===== Listed records =====

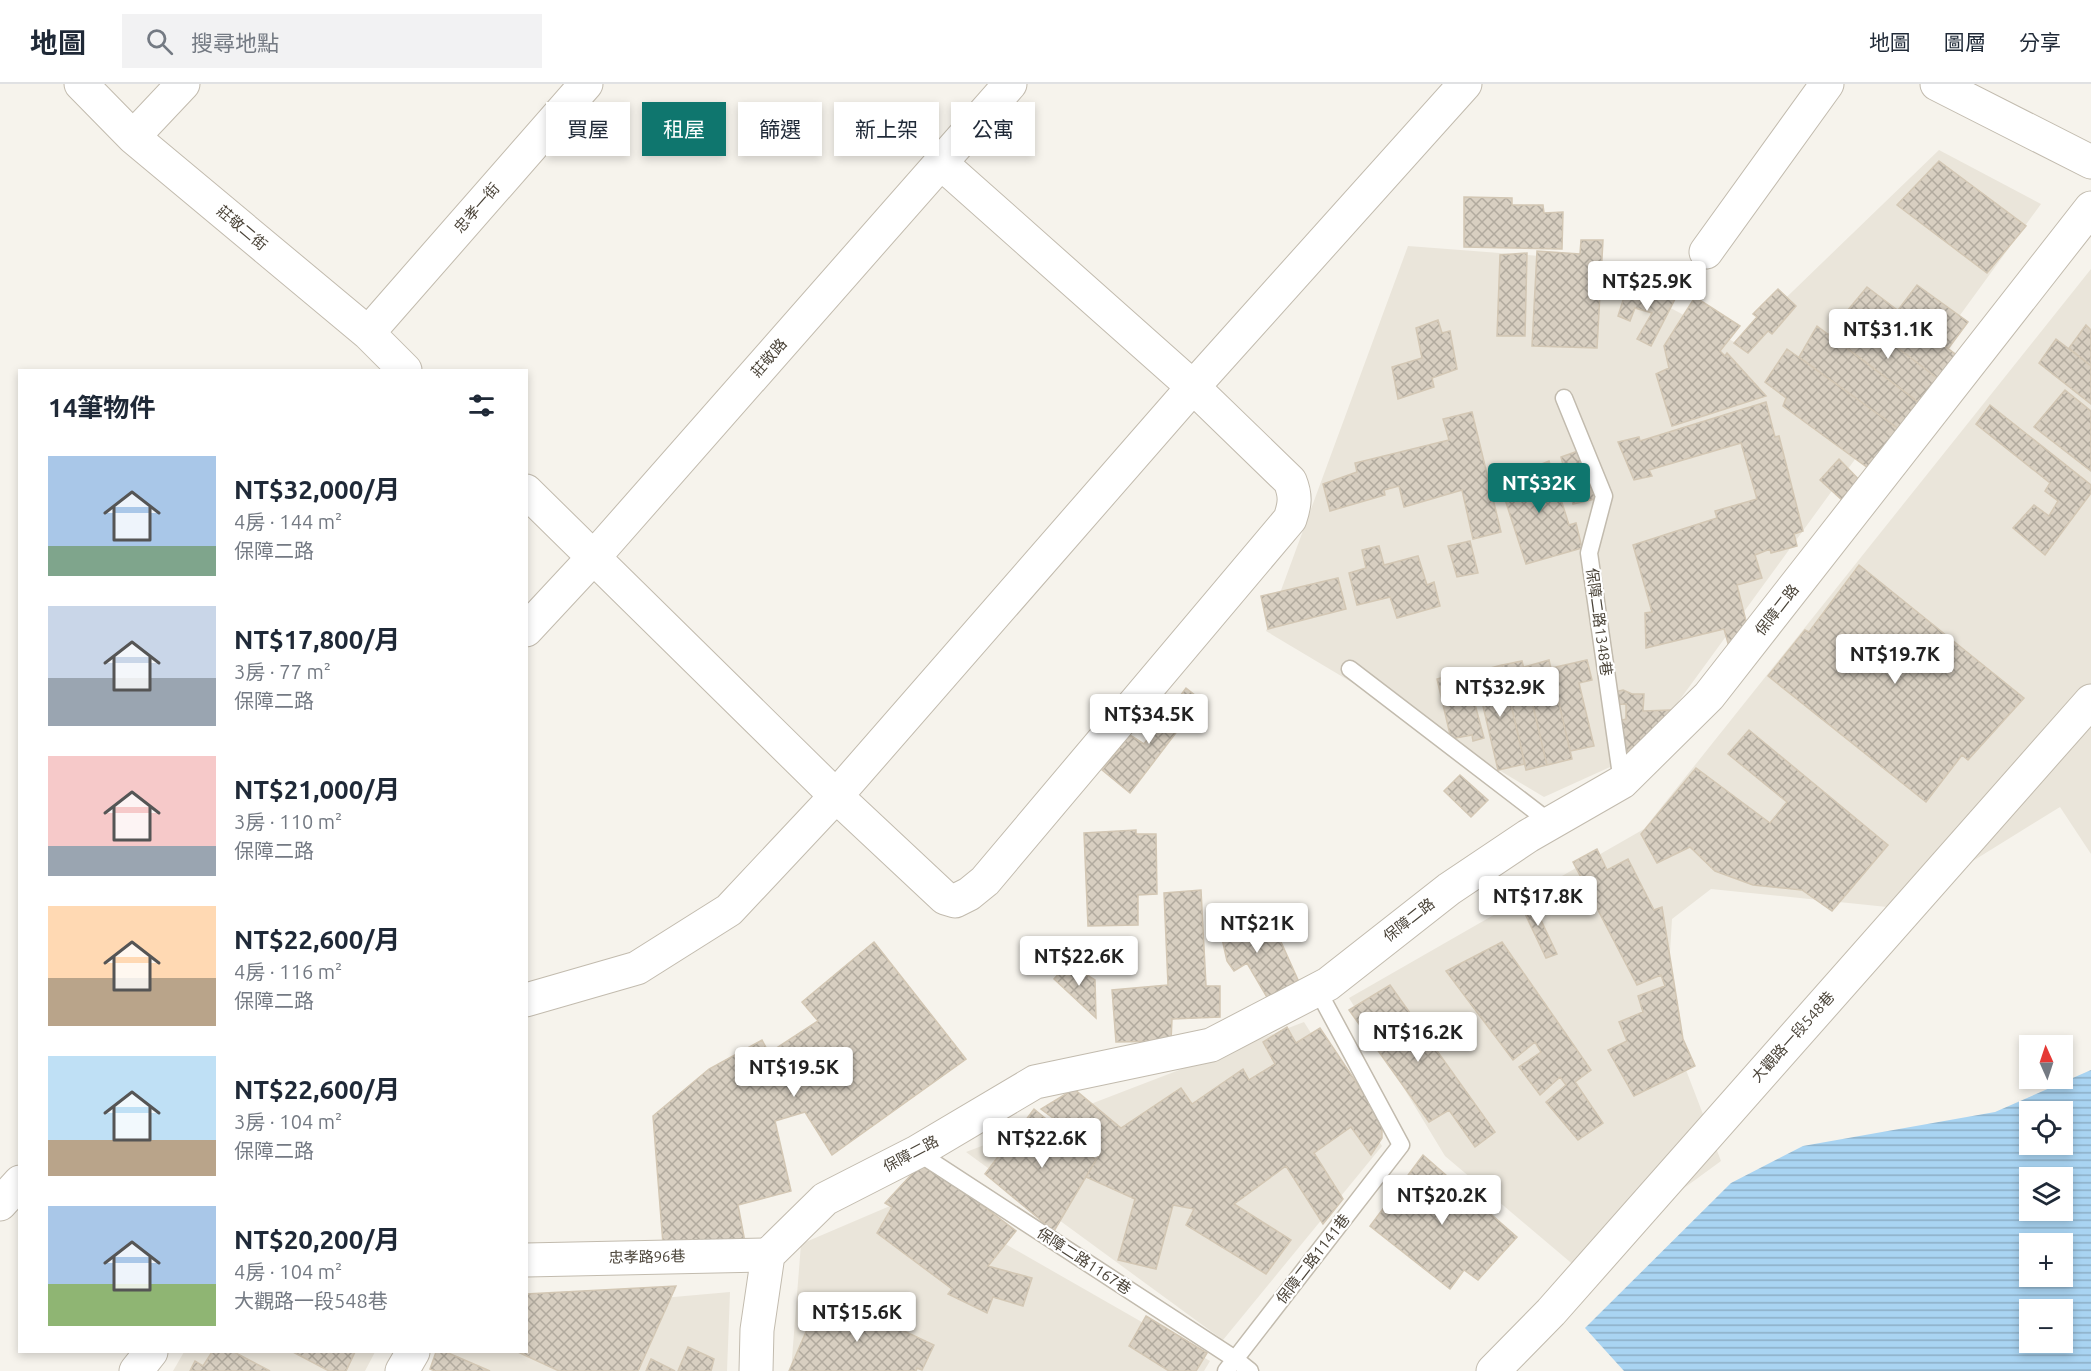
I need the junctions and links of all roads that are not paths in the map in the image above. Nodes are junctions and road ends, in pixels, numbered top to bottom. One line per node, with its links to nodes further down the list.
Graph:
1 (81, 84): 8 (street, 莊敬二街)
2 (183, 84): 8 (street)
3 (586, 84): 13 (street, 忠孝一街)
4 (1010, 84): 10 (street, 莊敬路)
5 (1465, 84): 15 (street)
6 (1827, 84): 12 (street)
7 (1937, 84): 9 (street)
8 (134, 136): 13 (street, 莊敬二街)
9 (2091, 162)
10 (941, 163): 15 (street); 18 (street, 莊敬路)
11 (2091, 208): 22 (street, 保障二路)
12 (1706, 252)
13 (368, 333): 14 (street, 莊敬二街)
14 (404, 369)
15 (1193, 387): 23 (street); 23 (street)
16 (1564, 398): 22 (lane, 保障二路1348巷)
17 (528, 493): 18 (street)
18 (593, 558): 19 (street, 莊敬路); 23 (street)
19 (528, 628)
20 (1350, 669): 24 (lane)
21 (2091, 701): 37 (street, 大觀路一段548巷)
22 (1622, 782): 24 (street, 保障二路)
23 (836, 796): 26 (street)
24 (1551, 823): 25 (street, 保障二路)
25 (1317, 989): 27 (street, 保障二路); 32 (lane, 保障二路1141巷)
26 (528, 999)
27 (917, 1152): 28 (street, 保障二路); 32 (lane, 保障二路1167巷)
28 (768, 1255): 29 (street, 忠孝路96巷); 35 (street)
29 (528, 1260)
30 (151, 1353): 33 (street)
31 (412, 1353): 34 (street)
32 (1230, 1365): 36 (lane, 保障二路1167巷)
33 (136, 1371)
34 (402, 1371)
35 (756, 1371)
36 (1250, 1371)
37 (1493, 1371)

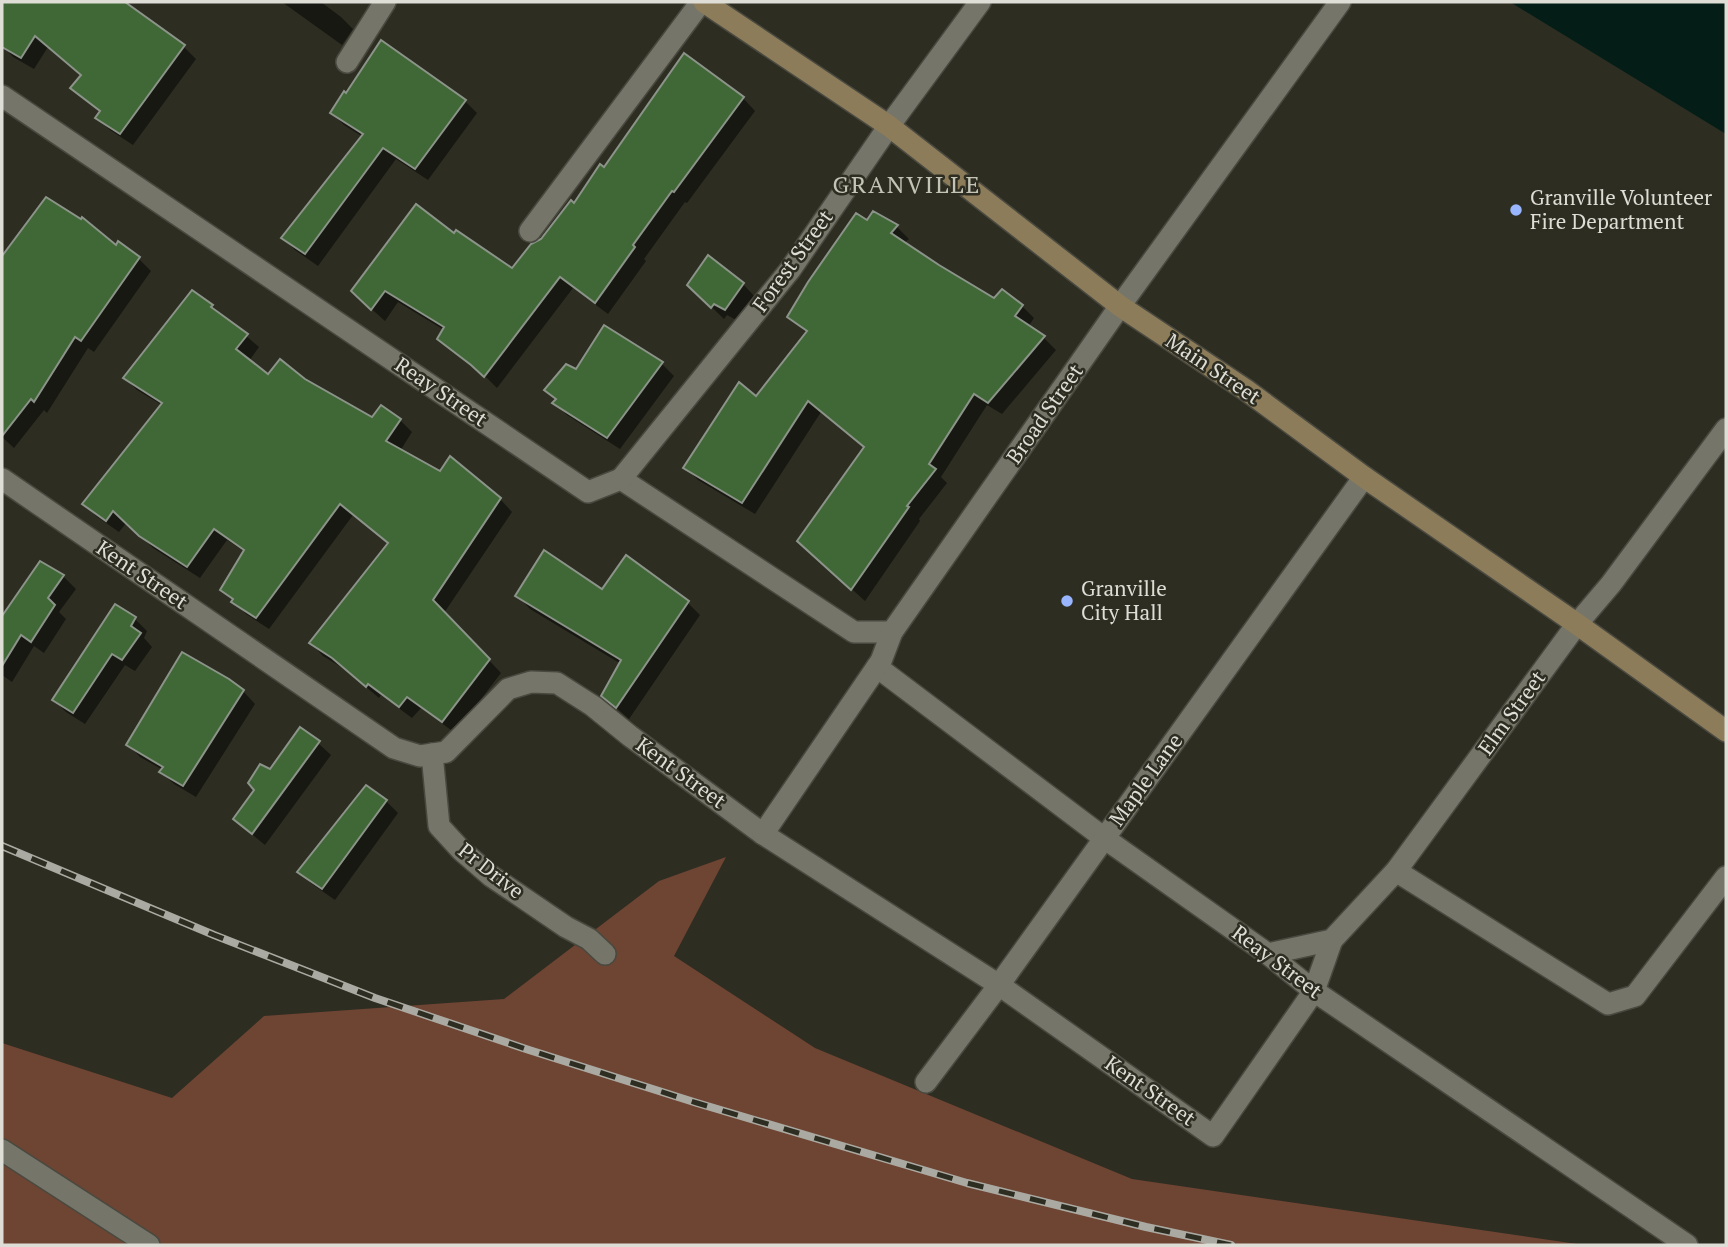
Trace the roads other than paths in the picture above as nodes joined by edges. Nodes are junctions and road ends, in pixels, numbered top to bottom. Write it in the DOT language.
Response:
graph roads {
  1 [pos="384,2"];
  2 [pos="703,2"];
  3 [pos="980,2"];
  4 [pos="1340,2"];
  5 [pos="347,62"];
  6 [pos="2,96"];
  7 [pos="889,126"];
  8 [pos="530,231"];
  9 [pos="1120,306"];
  10 [pos="1726,429"];
  11 [pos="1364,477"];
  12 [pos="2,479"];
  13 [pos="621,479"];
  14 [pos="1577,624"];
  15 [pos="892,632"];
  16 [pos="877,667"];
  17 [pos="1726,731"];
  18 [pos="432,754"];
  19 [pos="763,834"];
  20 [pos="1104,838"];
  21 [pos="1396,871"];
  22 [pos="1726,877"];
  23 [pos="1332,940"];
  24 [pos="605,954"];
  25 [pos="1268,954"];
  26 [pos="999,985"];
  27 [pos="1314,990"];
  28 [pos="926,1082"];
  29 [pos="2,1150"];
  30 [pos="149,1245"];
  31 [pos="1686,1245"];
  1 -- 5 [label="street"];
  2 -- 7 [label="main road, Main Street"];
  2 -- 8 [label="street"];
  3 -- 7 [label="street, Forest Street"];
  4 -- 9 [label="street, Broad Street"];
  6 -- 13 [label="street, Reay Street"];
  7 -- 9 [label="main road, Main Street"];
  7 -- 13 [label="street, Forest Street"];
  9 -- 11 [label="main road, Main Street"];
  9 -- 15 [label="street, Broad Street"];
  10 -- 14 [label="street, Elm Street"];
  11 -- 14 [label="main road, Main Street"];
  11 -- 20 [label="street, Maple Lane"];
  12 -- 18 [label="street, Kent Street"];
  13 -- 15 [label="street"];
  14 -- 17 [label="main road, Main Street"];
  14 -- 21 [label="street, Elm Street"];
  15 -- 16 [label="street, Broad Street"];
  16 -- 19 [label="street, Broad Street"];
  16 -- 20 [label="street, Reay Street"];
  18 -- 19 [label="street, Kent Street"];
  18 -- 24 [label="street, Pr Drive"];
  19 -- 26 [label="street, Kent Street"];
  20 -- 25 [label="street, Reay Street"];
  20 -- 26 [label="street, Maple Lane"];
  21 -- 22 [label="street"];
  21 -- 23 [label="street, Elm Street"];
  23 -- 25 [label="street"];
  23 -- 27 [label="street"];
  25 -- 27 [label="street, Reay Street"];
  26 -- 27 [label="street, Kent Street"];
  26 -- 28 [label="street, Maple Lane"];
  27 -- 31 [label="street, Reay Street"];
  29 -- 30 [label="street"];
}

=====

> _Task directions_
Examine the listing and count its lines containing the word "above". State the count alone.

> _Result below_
2